The Howard Hanna managers also came, in many cases, to see Buffalo and discover what the buzz is all about. The firm's president, who is based in Cleveland, said two of his managers from that city even compared what's happening now in Buffalo in some neighborhoods to where Cleveland was seven or eight years ago.

"They really feel like it’s a vibrant city, different from their perspective," Hanna said. "Some neighborhoods that have turned over with new development and energy and restaurants and bars and a younger face moving back into the urban area. That’s boded well for Cleveland, so I think they thought that was kind of exciting. Buffalo’s on the front end of some momentum there."

But it's the new technology investments that drew more attention, as a means of simplifying and easing what can be a stressful experience. "That’s going to make a huge difference for the consumer. The reality is that when someone sells their house, they want to sell it quickly," Hanna said. "I think the consumer will appreciate the process more. So we’re spending a lot of time working on that."

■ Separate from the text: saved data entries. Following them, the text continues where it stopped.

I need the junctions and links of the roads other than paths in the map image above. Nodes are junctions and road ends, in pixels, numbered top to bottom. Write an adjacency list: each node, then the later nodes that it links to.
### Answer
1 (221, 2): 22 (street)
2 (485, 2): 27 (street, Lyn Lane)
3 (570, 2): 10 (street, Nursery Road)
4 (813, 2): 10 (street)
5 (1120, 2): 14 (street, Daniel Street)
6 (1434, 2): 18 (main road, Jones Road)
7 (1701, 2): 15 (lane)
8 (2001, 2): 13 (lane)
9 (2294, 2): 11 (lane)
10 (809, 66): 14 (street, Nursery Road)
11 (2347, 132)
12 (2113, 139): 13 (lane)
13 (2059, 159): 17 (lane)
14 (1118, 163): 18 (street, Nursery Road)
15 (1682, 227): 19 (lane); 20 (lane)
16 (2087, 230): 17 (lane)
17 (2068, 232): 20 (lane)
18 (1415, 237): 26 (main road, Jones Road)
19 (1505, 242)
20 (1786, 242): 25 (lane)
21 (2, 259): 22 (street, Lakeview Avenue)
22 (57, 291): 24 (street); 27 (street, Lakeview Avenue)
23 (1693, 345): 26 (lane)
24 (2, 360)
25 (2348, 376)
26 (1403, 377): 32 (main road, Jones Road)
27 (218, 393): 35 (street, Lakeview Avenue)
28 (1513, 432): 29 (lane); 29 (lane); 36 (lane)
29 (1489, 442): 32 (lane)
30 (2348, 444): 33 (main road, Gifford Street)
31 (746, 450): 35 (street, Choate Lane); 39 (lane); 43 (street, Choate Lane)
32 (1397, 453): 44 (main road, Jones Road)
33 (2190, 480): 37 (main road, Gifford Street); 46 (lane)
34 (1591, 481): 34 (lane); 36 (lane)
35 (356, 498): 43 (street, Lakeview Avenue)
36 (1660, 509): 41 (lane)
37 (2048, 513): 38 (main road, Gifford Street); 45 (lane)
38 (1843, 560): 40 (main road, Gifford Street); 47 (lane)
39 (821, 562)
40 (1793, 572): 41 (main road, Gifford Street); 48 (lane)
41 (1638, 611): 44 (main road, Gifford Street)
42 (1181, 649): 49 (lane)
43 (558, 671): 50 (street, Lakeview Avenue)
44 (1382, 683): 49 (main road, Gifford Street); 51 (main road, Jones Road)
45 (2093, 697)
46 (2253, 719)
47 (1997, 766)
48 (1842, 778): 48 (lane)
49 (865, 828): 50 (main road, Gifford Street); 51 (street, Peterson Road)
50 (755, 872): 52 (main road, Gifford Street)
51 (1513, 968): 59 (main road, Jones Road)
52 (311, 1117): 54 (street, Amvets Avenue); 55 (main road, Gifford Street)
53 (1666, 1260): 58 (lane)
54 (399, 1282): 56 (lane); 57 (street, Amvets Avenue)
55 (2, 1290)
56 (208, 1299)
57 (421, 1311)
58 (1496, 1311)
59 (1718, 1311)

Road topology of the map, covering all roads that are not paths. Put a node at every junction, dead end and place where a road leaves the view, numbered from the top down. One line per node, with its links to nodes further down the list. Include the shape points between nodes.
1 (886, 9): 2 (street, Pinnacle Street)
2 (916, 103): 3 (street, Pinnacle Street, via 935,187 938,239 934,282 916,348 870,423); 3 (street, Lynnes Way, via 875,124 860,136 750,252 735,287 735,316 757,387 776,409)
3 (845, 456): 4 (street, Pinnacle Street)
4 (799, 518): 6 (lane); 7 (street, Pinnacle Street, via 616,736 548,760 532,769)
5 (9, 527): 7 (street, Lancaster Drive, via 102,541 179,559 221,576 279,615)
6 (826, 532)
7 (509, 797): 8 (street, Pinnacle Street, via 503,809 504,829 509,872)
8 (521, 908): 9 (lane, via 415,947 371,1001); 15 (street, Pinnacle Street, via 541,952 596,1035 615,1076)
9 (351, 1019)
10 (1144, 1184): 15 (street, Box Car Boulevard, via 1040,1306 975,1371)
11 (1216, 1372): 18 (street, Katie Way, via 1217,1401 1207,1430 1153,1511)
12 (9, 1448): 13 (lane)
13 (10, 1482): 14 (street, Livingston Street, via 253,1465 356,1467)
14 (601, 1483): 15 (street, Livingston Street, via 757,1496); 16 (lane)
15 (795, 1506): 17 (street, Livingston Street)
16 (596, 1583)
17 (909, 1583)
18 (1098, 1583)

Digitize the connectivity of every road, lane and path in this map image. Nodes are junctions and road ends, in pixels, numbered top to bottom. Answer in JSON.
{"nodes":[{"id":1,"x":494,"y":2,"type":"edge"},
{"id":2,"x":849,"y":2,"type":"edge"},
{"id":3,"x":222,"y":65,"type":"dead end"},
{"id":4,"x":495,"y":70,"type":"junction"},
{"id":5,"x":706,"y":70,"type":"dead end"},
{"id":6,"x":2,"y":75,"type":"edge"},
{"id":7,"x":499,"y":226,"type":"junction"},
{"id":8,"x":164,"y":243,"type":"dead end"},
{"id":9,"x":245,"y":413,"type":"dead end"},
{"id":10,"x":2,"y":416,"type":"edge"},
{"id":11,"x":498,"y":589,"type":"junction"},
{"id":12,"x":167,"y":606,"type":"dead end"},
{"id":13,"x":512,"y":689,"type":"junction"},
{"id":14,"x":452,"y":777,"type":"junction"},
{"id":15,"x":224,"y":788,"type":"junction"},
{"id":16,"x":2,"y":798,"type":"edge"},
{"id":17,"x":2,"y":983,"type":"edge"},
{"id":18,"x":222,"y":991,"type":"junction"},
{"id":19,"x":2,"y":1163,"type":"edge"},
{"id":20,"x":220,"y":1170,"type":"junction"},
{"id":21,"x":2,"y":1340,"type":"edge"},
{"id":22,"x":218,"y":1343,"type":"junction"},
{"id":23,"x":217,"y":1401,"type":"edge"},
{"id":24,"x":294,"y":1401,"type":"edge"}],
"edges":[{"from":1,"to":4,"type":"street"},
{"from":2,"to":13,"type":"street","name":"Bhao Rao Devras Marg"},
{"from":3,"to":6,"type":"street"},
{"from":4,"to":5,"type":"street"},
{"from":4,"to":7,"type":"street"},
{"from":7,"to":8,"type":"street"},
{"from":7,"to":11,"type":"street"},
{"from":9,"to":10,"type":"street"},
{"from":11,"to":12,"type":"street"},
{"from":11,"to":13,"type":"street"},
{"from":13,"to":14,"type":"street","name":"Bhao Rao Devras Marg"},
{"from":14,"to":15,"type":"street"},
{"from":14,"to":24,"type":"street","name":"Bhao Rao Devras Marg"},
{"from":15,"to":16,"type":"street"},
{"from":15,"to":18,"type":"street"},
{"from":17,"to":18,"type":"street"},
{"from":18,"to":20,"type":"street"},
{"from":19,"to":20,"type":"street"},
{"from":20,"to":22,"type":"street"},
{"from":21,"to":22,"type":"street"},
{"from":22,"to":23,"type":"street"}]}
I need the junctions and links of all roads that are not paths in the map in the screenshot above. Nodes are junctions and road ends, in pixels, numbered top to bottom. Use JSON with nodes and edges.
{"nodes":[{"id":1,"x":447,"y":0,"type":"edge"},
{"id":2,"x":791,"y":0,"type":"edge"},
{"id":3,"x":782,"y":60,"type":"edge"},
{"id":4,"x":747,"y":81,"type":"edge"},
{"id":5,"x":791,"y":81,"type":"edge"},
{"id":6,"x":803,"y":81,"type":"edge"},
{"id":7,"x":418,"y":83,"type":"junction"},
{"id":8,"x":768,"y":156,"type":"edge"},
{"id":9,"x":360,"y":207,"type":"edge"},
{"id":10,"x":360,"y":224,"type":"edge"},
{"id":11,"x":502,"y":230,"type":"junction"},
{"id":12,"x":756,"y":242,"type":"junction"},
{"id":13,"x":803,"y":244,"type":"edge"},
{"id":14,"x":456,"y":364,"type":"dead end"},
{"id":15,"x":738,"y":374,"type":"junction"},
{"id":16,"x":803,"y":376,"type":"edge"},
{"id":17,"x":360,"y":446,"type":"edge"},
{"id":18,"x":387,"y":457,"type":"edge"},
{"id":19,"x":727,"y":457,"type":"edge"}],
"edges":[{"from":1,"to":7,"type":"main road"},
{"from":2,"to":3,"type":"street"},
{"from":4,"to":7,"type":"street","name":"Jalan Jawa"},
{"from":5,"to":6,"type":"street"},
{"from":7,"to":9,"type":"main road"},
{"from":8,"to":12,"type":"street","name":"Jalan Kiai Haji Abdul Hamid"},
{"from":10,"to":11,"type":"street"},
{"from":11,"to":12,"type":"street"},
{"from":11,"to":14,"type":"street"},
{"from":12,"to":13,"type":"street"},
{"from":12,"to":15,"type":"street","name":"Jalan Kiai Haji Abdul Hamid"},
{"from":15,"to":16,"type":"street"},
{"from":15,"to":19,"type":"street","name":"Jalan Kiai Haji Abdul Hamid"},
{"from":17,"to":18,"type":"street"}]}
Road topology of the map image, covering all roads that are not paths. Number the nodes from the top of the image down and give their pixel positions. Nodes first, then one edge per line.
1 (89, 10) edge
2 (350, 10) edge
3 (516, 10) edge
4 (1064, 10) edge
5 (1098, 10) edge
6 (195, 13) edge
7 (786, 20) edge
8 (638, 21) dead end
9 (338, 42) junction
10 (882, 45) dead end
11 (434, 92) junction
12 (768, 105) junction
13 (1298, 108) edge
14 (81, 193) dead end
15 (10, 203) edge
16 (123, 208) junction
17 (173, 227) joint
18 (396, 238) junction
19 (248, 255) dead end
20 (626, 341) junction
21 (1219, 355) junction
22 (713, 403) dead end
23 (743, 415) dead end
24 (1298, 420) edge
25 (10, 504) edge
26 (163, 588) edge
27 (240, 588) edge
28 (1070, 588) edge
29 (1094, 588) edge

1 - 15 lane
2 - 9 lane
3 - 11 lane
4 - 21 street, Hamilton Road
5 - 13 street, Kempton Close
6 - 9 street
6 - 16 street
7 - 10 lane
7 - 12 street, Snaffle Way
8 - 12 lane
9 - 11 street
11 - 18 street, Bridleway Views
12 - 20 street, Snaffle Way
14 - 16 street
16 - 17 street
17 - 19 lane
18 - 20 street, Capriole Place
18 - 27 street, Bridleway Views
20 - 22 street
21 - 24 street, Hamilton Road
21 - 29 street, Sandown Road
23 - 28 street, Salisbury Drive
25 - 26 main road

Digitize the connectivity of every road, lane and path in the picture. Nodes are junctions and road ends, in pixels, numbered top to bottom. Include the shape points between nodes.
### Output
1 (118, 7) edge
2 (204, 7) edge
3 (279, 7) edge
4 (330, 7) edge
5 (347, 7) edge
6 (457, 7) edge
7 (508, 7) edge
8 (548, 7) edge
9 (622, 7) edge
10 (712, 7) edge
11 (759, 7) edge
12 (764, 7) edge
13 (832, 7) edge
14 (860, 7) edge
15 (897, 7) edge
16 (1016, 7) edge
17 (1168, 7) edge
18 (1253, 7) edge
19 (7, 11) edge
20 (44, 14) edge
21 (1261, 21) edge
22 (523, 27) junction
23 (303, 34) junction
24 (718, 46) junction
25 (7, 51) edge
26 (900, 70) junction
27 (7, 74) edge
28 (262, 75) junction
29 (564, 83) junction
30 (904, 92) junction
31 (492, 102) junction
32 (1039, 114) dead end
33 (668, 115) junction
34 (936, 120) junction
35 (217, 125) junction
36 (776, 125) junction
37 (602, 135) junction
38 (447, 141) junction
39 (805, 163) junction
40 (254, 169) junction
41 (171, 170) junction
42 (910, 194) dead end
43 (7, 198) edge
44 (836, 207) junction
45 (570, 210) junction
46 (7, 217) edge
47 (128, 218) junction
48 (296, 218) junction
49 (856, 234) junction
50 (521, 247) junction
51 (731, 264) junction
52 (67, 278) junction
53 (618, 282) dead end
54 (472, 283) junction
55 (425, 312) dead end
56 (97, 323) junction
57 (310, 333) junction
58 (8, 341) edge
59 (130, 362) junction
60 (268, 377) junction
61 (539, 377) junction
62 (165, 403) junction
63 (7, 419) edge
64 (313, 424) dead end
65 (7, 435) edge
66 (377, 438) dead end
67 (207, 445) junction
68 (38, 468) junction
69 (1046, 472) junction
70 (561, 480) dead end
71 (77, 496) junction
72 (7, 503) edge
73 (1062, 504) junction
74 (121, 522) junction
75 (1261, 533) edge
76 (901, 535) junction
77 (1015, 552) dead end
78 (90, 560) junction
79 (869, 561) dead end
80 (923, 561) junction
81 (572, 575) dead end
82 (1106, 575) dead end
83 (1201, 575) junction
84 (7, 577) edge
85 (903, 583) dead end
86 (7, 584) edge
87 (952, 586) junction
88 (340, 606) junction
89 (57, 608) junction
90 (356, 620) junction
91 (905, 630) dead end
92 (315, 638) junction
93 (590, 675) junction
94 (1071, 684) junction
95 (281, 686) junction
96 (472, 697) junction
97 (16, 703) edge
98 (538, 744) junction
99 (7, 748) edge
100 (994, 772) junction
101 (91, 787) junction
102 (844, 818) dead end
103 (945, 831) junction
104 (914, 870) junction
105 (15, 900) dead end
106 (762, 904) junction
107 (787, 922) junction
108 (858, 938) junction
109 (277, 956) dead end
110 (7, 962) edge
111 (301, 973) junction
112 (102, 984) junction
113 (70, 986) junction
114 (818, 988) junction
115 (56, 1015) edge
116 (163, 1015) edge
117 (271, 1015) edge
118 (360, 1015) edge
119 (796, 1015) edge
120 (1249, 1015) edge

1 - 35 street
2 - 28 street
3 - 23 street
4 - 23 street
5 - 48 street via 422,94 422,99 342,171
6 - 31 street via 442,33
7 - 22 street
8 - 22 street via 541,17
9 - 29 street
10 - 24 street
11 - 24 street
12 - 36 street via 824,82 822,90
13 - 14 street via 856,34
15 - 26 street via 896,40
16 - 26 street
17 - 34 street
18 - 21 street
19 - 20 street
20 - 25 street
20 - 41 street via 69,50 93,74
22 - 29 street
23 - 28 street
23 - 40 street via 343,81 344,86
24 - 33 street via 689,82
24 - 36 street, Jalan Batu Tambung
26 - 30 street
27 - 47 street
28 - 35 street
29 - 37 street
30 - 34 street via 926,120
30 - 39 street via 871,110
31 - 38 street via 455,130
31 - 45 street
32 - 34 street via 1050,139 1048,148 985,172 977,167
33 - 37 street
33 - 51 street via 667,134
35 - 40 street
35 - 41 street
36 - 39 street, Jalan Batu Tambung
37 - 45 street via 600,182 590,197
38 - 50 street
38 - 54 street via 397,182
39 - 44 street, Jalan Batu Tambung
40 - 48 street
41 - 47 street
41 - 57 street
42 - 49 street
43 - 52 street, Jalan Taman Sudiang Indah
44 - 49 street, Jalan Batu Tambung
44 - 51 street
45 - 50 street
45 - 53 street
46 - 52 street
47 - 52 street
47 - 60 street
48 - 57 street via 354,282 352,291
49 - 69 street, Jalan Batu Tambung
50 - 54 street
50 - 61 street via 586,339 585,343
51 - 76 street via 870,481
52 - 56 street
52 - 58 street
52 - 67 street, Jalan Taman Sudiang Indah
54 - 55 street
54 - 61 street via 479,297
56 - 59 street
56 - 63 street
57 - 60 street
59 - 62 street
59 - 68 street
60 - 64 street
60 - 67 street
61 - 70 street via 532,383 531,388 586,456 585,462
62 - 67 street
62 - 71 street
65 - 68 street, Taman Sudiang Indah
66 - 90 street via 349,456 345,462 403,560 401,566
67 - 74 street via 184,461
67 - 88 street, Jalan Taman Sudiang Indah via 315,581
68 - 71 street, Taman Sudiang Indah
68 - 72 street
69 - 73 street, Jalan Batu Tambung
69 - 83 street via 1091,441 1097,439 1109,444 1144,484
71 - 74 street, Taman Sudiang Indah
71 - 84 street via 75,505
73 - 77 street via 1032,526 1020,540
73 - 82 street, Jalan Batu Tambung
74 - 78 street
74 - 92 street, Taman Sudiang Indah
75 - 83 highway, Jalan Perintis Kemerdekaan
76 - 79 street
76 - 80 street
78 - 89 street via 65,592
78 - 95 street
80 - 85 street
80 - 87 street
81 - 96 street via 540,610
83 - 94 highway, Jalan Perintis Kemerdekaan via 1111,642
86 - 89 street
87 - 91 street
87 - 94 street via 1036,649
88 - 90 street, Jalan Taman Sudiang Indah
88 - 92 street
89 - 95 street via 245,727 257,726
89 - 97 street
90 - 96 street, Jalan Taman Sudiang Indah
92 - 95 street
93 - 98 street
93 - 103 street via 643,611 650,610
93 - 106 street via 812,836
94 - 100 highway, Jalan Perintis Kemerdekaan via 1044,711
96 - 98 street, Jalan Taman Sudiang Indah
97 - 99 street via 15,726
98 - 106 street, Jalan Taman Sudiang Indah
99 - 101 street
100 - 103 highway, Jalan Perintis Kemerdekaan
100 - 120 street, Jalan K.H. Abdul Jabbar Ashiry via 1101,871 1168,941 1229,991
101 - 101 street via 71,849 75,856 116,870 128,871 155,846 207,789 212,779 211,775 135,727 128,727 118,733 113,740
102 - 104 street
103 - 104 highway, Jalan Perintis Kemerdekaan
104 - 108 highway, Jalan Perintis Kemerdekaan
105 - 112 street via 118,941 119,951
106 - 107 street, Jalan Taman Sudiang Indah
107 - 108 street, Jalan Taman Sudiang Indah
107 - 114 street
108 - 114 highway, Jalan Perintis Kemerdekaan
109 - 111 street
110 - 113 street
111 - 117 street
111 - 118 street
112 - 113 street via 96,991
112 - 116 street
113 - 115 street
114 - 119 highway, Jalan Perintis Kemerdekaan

Such investments in marketing and technology are not unique to Hanna. Rival Hunt Real Estate Corp., in February, joined the Adwerx Enterprise automated listing advertising program, allowing agents to grow their business by using online, social media and mobile marketing. Just over a year ago, the ERA-affiliated company also introduced a new tool for consumers from Buyside that pulls together and analyzes data to provide multiple home value estimates while matching buyers and sellers.

But Howard Hanna brings more capacity to the table as the nation's third-largest brokerage firm, with 11,000 agents in 326 offices. Hanna said the company's investments are aimed at setting itself apart from the competition in a crowded marketplace of real estate agents.

"The key for us is can it differentiate the Howard Hanna real estate agent from the competition, so that the customer sees the value that we bring to the table?" Hanna said. "If it doesn’t differentiate us, if it’s just what everybody else has, how does that set us apart and help us help the consumer in the end?"

In particular, he cited a partnership with San Francisco-based RealScout, which not only provides listing, price and open-house information, but also asks specific questions of consumers about what they like and what they want to see in a house or neighborhood. Besides helping that consumer narrow down a search, that data is compiled into broader market reports that can guide agents.

"It relies on the answers from the customers. It’s real interactive," Hanna said. "So rather than salespeople calling their sphere and friends and telling them they should sell, we can give them real concrete date on why they should sell, or why they can ask more for their house."

Other investments include:

  • A lead-generation contract with to drive data from the national online listing service back to local realtors that have the primary listing.
  • A million-plus investment to become a part owner of MoxiWorks, a Seattle-based company whose system makes brokers more profitable.
  • A new proprietary customer-relationship management application that Howard Hanna built internally.

"We all know that selling a house and buying a house is an infrequent and complex transaction," Hanna said. "If we can make it easier for the consumer and the realtor, that’s our end game."